An Appeal for Total Consumer Protection

30 Oct,2017

 

By Indrani Sen

 

With the resolution of creating a New India, our government is working on a new consumer protection act which will ensure stricter guidelines on advertisements to ensure that consumers in India are not misled.  At the International Conference on East, South and South-East countries held last week in New Delhi, Prime Minister NarendraModi made the preliminary announcements. This new law, incorporating the revised 2015 UN Guidelines on Consumer Protection, will replace the Consumer Protection Act 1986.

On October 28, Brand Equity quoted from the PM’s speech:“Stringent provisions are proposed against misleading advertisements. A Central Consumer Protection Authority (CCPA) with executive powers will be constituted for quick remedial action” The article also highlighted that “the proposed law, awaiting Cabinet approval, provides for fine up to Rs 50 lakh and up to three years’ ban in case of misleading endorsement by celebrities while manufacturers would face fine and jail term for similaroffence.”(https://brandequity.economictimes.indiatimes.com/news/advertising/law-to-curb-false-advertisements-for-buyer-safety-soon-pm-modi/61282918)

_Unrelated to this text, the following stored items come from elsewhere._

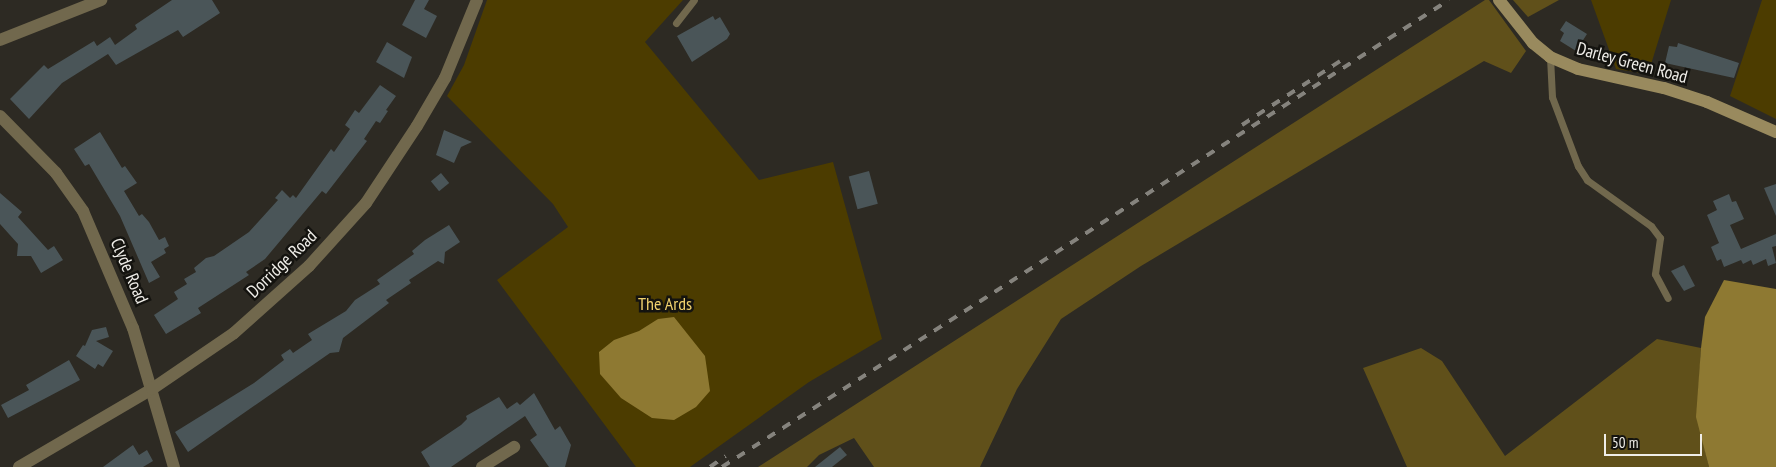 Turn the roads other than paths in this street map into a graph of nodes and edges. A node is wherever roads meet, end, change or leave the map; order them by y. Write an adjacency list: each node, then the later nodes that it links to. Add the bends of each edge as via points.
1 (101, 0): 6 (street)
2 (478, 0): 11 (street, Dorridge Road, via 445,78 366,203 309,266 234,333)
3 (694, 0): 5 (lane)
4 (1499, 0): 7 (street, Darley Green Road, via 1533,43)
5 (676, 23)
6 (0, 40)
7 (1550, 58): 9 (street, Darley Green Road, via 1578,69 1664,88 1707,102); 10 (lane, via 1552,97 1578,166 1587,180 1651,226 1660,238 1655,274)
8 (0, 116): 11 (street, Clyde Road, via 56,173 83,211 114,277)
9 (1776, 132)
10 (1668, 298)
11 (152, 389): 14 (street, Dorridge Road); 15 (street, Clyde Road)
12 (514, 447): 13 (street)
13 (487, 466)
14 (19, 467)
15 (174, 467)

The media and advertising industry in India has been conscious about misleading advertisements and has set up various self-regulatory bodies to take care of consumer complains related to news, other content and advertising. The Advertising Standards Council of India (ASCI) is the foremost among these self-regulatory bodies which is supported by all industry bodies and has a representation of the general public. ASCI have been trying to ensure that our advertising follows four basic codes, Honesty, Decency, Responsibility and Fairness and in the process evaluates complains not just by the consumers, but also by manufacturers/ advertisers against misleading competitive advertisements. In the new law proposed by our government, will there be any provision for fine etc by the Central Consumer Protection Authority for unfair competitive advertisement which harms the business interest of the competitor and in the process indirectly harms the consumer?

The 2015 UN Guidelines on Consumer Protection lists the legitimate needs to be met as the following: (http://unctad.org/en/PublicationsLibrary/ditccplpmisc2016d1_en.pdf)

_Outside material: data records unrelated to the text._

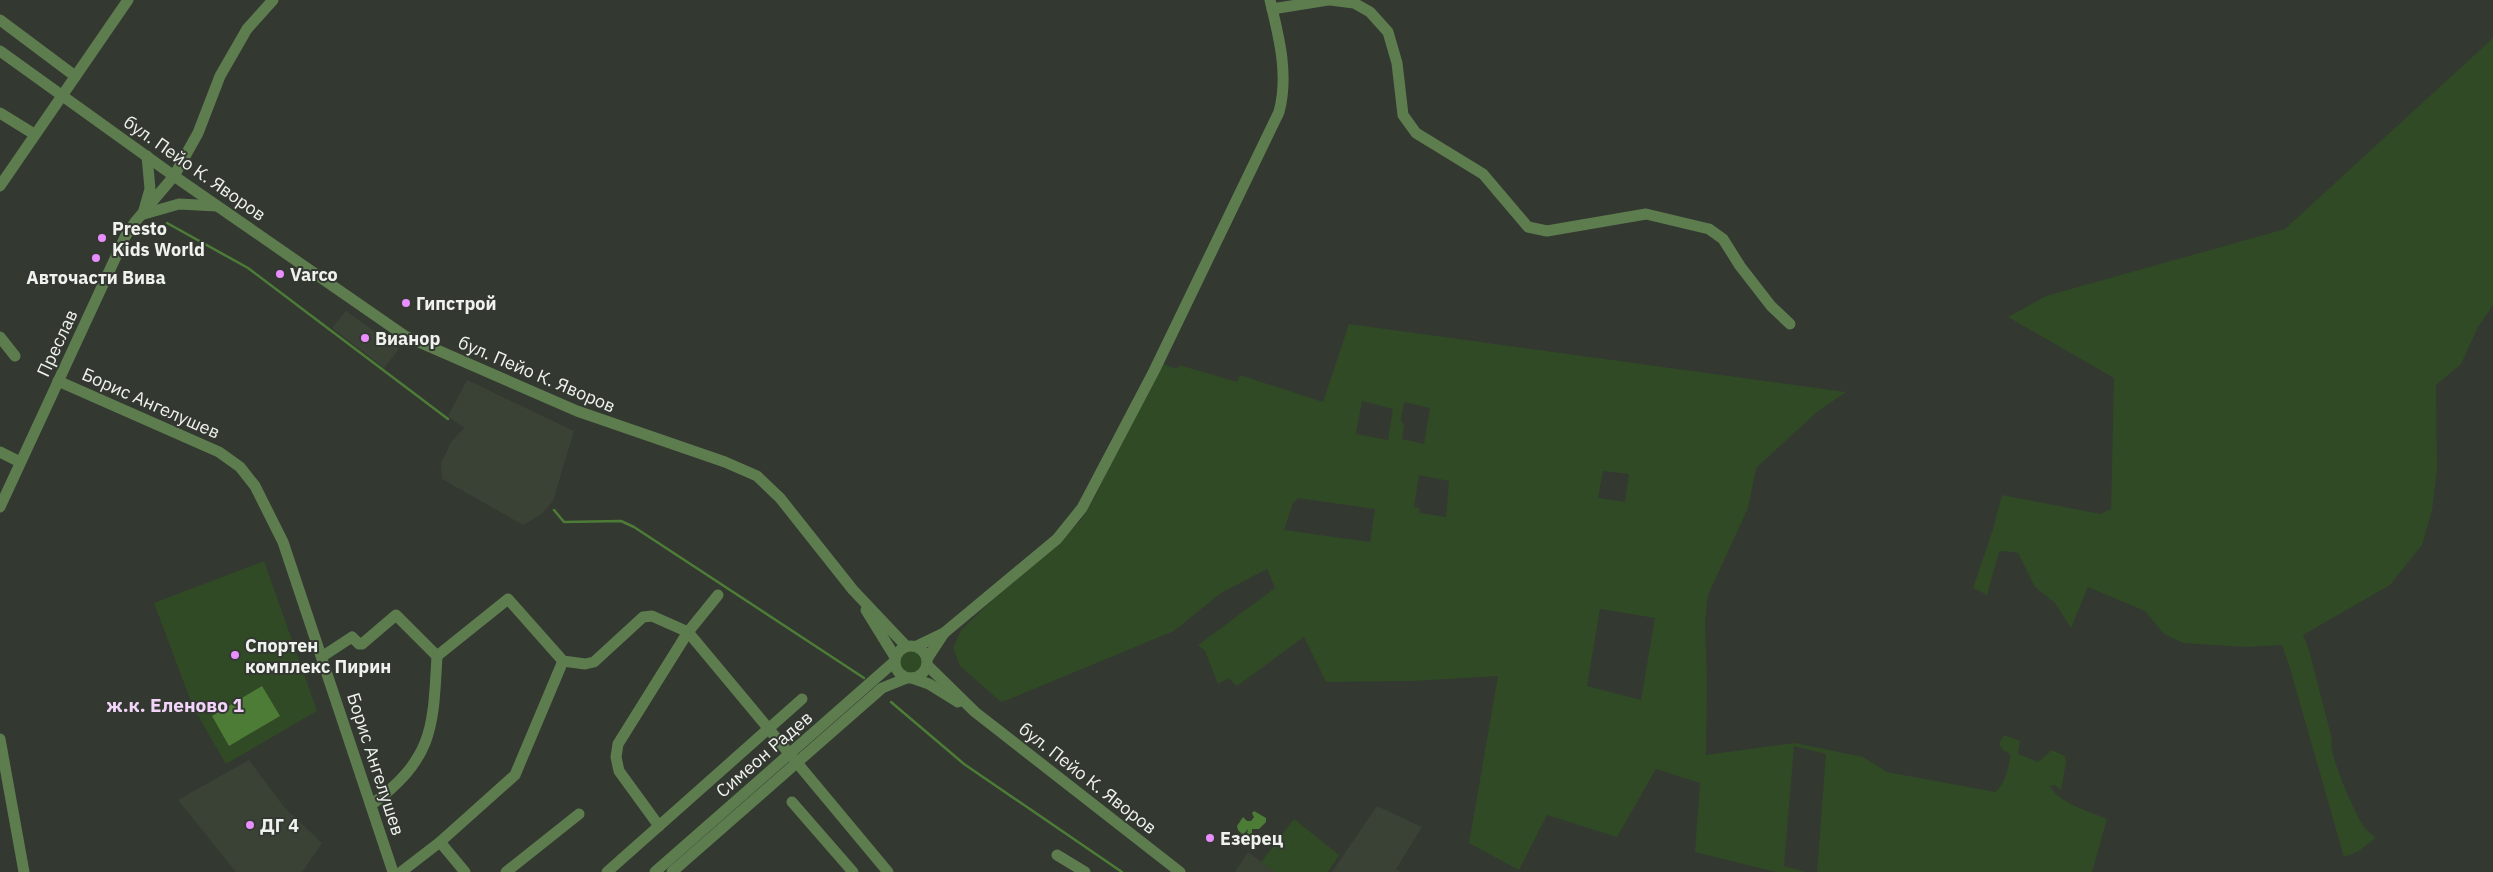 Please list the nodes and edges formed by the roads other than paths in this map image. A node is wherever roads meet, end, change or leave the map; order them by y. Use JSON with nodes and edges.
{"nodes":[{"id":1,"x":128,"y":0,"type":"edge"},
{"id":2,"x":273,"y":0,"type":"edge"},
{"id":3,"x":1329,"y":0,"type":"edge"},
{"id":4,"x":1271,"y":4,"type":"edge"},
{"id":5,"x":0,"y":20,"type":"edge"},
{"id":6,"x":0,"y":51,"type":"edge"},
{"id":7,"x":75,"y":76,"type":"junction"},
{"id":8,"x":62,"y":95,"type":"junction"},
{"id":9,"x":0,"y":113,"type":"edge"},
{"id":10,"x":34,"y":134,"type":"junction"},
{"id":11,"x":147,"y":156,"type":"junction"},
{"id":12,"x":174,"y":176,"type":"junction"},
{"id":13,"x":0,"y":186,"type":"edge"},
{"id":14,"x":218,"y":206,"type":"junction"},
{"id":15,"x":143,"y":214,"type":"junction"},
{"id":16,"x":1790,"y":324,"type":"dead end"},
{"id":17,"x":0,"y":338,"type":"edge"},
{"id":18,"x":15,"y":356,"type":"dead end"},
{"id":19,"x":58,"y":381,"type":"junction"},
{"id":20,"x":0,"y":452,"type":"edge"},
{"id":21,"x":20,"y":462,"type":"junction"},
{"id":22,"x":0,"y":507,"type":"edge"},
{"id":23,"x":853,"y":590,"type":"junction"},
{"id":24,"x":718,"y":596,"type":"dead end"},
{"id":25,"x":688,"y":632,"type":"junction"},
{"id":26,"x":944,"y":633,"type":"junction"},
{"id":27,"x":912,"y":646,"type":"junction"},
{"id":28,"x":323,"y":656,"type":"junction"},
{"id":29,"x":436,"y":656,"type":"junction"},
{"id":30,"x":895,"y":660,"type":"junction"},
{"id":31,"x":563,"y":661,"type":"junction"},
{"id":32,"x":927,"y":662,"type":"junction"},
{"id":33,"x":910,"y":678,"type":"junction"},
{"id":34,"x":802,"y":699,"type":"dead end"},
{"id":35,"x":975,"y":712,"type":"junction"},
{"id":36,"x":768,"y":730,"type":"junction"},
{"id":37,"x":0,"y":739,"type":"edge"},
{"id":38,"x":793,"y":759,"type":"junction"},
{"id":39,"x":792,"y":802,"type":"dead end"},
{"id":40,"x":371,"y":805,"type":"junction"},
{"id":41,"x":579,"y":814,"type":"dead end"},
{"id":42,"x":659,"y":826,"type":"junction"},
{"id":43,"x":440,"y":842,"type":"junction"},
{"id":44,"x":1057,"y":854,"type":"dead end"},
{"id":45,"x":24,"y":872,"type":"edge"},
{"id":46,"x":393,"y":872,"type":"edge"},
{"id":47,"x":401,"y":872,"type":"edge"},
{"id":48,"x":465,"y":872,"type":"edge"},
{"id":49,"x":506,"y":872,"type":"edge"},
{"id":50,"x":607,"y":872,"type":"edge"},
{"id":51,"x":655,"y":872,"type":"edge"},
{"id":52,"x":672,"y":872,"type":"edge"},
{"id":53,"x":853,"y":872,"type":"edge"},
{"id":54,"x":888,"y":872,"type":"edge"},
{"id":55,"x":1085,"y":872,"type":"edge"},
{"id":56,"x":1180,"y":872,"type":"edge"}],
"edges":[{"from":1,"to":7,"type":"street"},
{"from":2,"to":12,"type":"street","name":"Преслав"},
{"from":3,"to":4,"type":"street"},
{"from":3,"to":16,"type":"street"},
{"from":4,"to":26,"type":"street"},
{"from":5,"to":7,"type":"street"},
{"from":6,"to":8,"type":"street","name":"бул. Пейо К. Яворов"},
{"from":7,"to":8,"type":"street"},
{"from":8,"to":10,"type":"street"},
{"from":8,"to":11,"type":"street","name":"бул. Пейо К. Яворов"},
{"from":9,"to":10,"type":"street"},
{"from":10,"to":13,"type":"street"},
{"from":11,"to":12,"type":"street","name":"бул. Пейо К. Яворов"},
{"from":11,"to":15,"type":"street"},
{"from":12,"to":14,"type":"street","name":"бул. Пейо К. Яворов"},
{"from":12,"to":15,"type":"street","name":"Преслав"},
{"from":14,"to":15,"type":"street"},
{"from":14,"to":23,"type":"street","name":"бул. Пейо К. Яворов"},
{"from":15,"to":19,"type":"street","name":"Преслав"},
{"from":17,"to":18,"type":"street"},
{"from":19,"to":21,"type":"street","name":"Преслав"},
{"from":19,"to":28,"type":"street","name":"Борис Ангелушев"},
{"from":20,"to":21,"type":"street"},
{"from":21,"to":22,"type":"street","name":"Преслав"},
{"from":23,"to":27,"type":"street","name":"бул. Пейо К. Яворов"},
{"from":23,"to":30,"type":"street","name":"бул. Пейо К. Яворов"},
{"from":24,"to":25,"type":"street"},
{"from":25,"to":31,"type":"street"},
{"from":25,"to":36,"type":"street"},
{"from":25,"to":42,"type":"street"},
{"from":26,"to":27,"type":"street"},
{"from":26,"to":32,"type":"street"},
{"from":27,"to":30,"type":"street"},
{"from":27,"to":32,"type":"street"},
{"from":28,"to":29,"type":"street"},
{"from":28,"to":40,"type":"street","name":"Борис Ангелушев"},
{"from":29,"to":31,"type":"street"},
{"from":29,"to":40,"type":"street"},
{"from":30,"to":33,"type":"street"},
{"from":30,"to":38,"type":"street","name":"Симеон Радев"},
{"from":31,"to":43,"type":"street"},
{"from":32,"to":33,"type":"street"},
{"from":32,"to":35,"type":"street","name":"бул. Пейо К. Яворов"},
{"from":33,"to":35,"type":"street","name":"бул. Пейо К. Яворов"},
{"from":33,"to":38,"type":"street","name":"Симеон Радев"},
{"from":34,"to":36,"type":"street"},
{"from":35,"to":56,"type":"street","name":"бул. Пейо К. Яворов"},
{"from":36,"to":38,"type":"street"},
{"from":36,"to":42,"type":"street"},
{"from":37,"to":45,"type":"street"},
{"from":38,"to":51,"type":"street","name":"Симеон Радев"},
{"from":38,"to":52,"type":"street","name":"Симеон Радев"},
{"from":38,"to":54,"type":"street"},
{"from":39,"to":53,"type":"street"},
{"from":40,"to":46,"type":"street","name":"Борис Ангелушев"},
{"from":41,"to":49,"type":"street"},
{"from":42,"to":50,"type":"street"},
{"from":43,"to":47,"type":"street"},
{"from":43,"to":48,"type":"street"},
{"from":44,"to":55,"type":"street"}]}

  • Access by consumers to essential goods and services;
  • The protection of vulnerable and disadvantageous consumers;
  • The protection of consumers from hazards to their health and safety;
  • The promotion and protection of the economic interests of consumers;
  • Access by consumers to adequate information to enable them to make informed choices according to their individual wishes and needs;
  • Consumer education, including education on the environmental, social and economic consequences of consumer choice;
  • Availability of effective consumer dispute resolution and redress;
  • Freedom to form consumer and other relevant groups or organizations and the opportunity of such organizations to present their views in decision-making process affecting them;
  • The promotion of sustainable consumption patterns;
  • A level of protection for consumers using electronic commerce that is not less than that afforded in other forms of commerce;
  • The protection of consumer privacy and the global free flow of information.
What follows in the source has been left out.